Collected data
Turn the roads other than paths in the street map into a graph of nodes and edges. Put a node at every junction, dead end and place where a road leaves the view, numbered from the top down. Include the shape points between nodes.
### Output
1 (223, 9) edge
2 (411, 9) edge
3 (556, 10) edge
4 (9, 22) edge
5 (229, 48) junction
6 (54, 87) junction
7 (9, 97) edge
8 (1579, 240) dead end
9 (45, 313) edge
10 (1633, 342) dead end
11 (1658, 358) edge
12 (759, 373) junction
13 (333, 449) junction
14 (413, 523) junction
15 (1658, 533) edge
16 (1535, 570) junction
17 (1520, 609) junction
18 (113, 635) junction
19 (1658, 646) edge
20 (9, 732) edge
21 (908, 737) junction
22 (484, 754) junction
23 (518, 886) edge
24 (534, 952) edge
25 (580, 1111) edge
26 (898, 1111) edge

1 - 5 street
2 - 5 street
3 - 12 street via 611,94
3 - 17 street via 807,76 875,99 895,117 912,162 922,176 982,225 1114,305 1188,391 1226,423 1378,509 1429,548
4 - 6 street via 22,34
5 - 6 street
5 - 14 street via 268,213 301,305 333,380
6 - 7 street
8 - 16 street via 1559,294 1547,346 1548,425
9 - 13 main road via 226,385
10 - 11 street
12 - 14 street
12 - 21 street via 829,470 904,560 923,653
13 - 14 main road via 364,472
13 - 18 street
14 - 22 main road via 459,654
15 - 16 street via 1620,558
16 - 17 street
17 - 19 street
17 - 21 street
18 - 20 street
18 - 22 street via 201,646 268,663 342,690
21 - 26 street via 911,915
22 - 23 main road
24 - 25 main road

[Exercise directions]
Word for word, write out all of the data above.

[Reply to the exercise]
Turn the roads other than paths in the street map into a graph of nodes and edges. Put a node at every junction, dead end and place where a road leaves the view, numbered from the top down. Include the shape points between nodes.
### Output
1 (223, 9) edge
2 (411, 9) edge
3 (556, 10) edge
4 (9, 22) edge
5 (229, 48) junction
6 (54, 87) junction
7 (9, 97) edge
8 (1579, 240) dead end
9 (45, 313) edge
10 (1633, 342) dead end
11 (1658, 358) edge
12 (759, 373) junction
13 (333, 449) junction
14 (413, 523) junction
15 (1658, 533) edge
16 (1535, 570) junction
17 (1520, 609) junction
18 (113, 635) junction
19 (1658, 646) edge
20 (9, 732) edge
21 (908, 737) junction
22 (484, 754) junction
23 (518, 886) edge
24 (534, 952) edge
25 (580, 1111) edge
26 (898, 1111) edge

1 - 5 street
2 - 5 street
3 - 12 street via 611,94
3 - 17 street via 807,76 875,99 895,117 912,162 922,176 982,225 1114,305 1188,391 1226,423 1378,509 1429,548
4 - 6 street via 22,34
5 - 6 street
5 - 14 street via 268,213 301,305 333,380
6 - 7 street
8 - 16 street via 1559,294 1547,346 1548,425
9 - 13 main road via 226,385
10 - 11 street
12 - 14 street
12 - 21 street via 829,470 904,560 923,653
13 - 14 main road via 364,472
13 - 18 street
14 - 22 main road via 459,654
15 - 16 street via 1620,558
16 - 17 street
17 - 19 street
17 - 21 street
18 - 20 street
18 - 22 street via 201,646 268,663 342,690
21 - 26 street via 911,915
22 - 23 main road
24 - 25 main road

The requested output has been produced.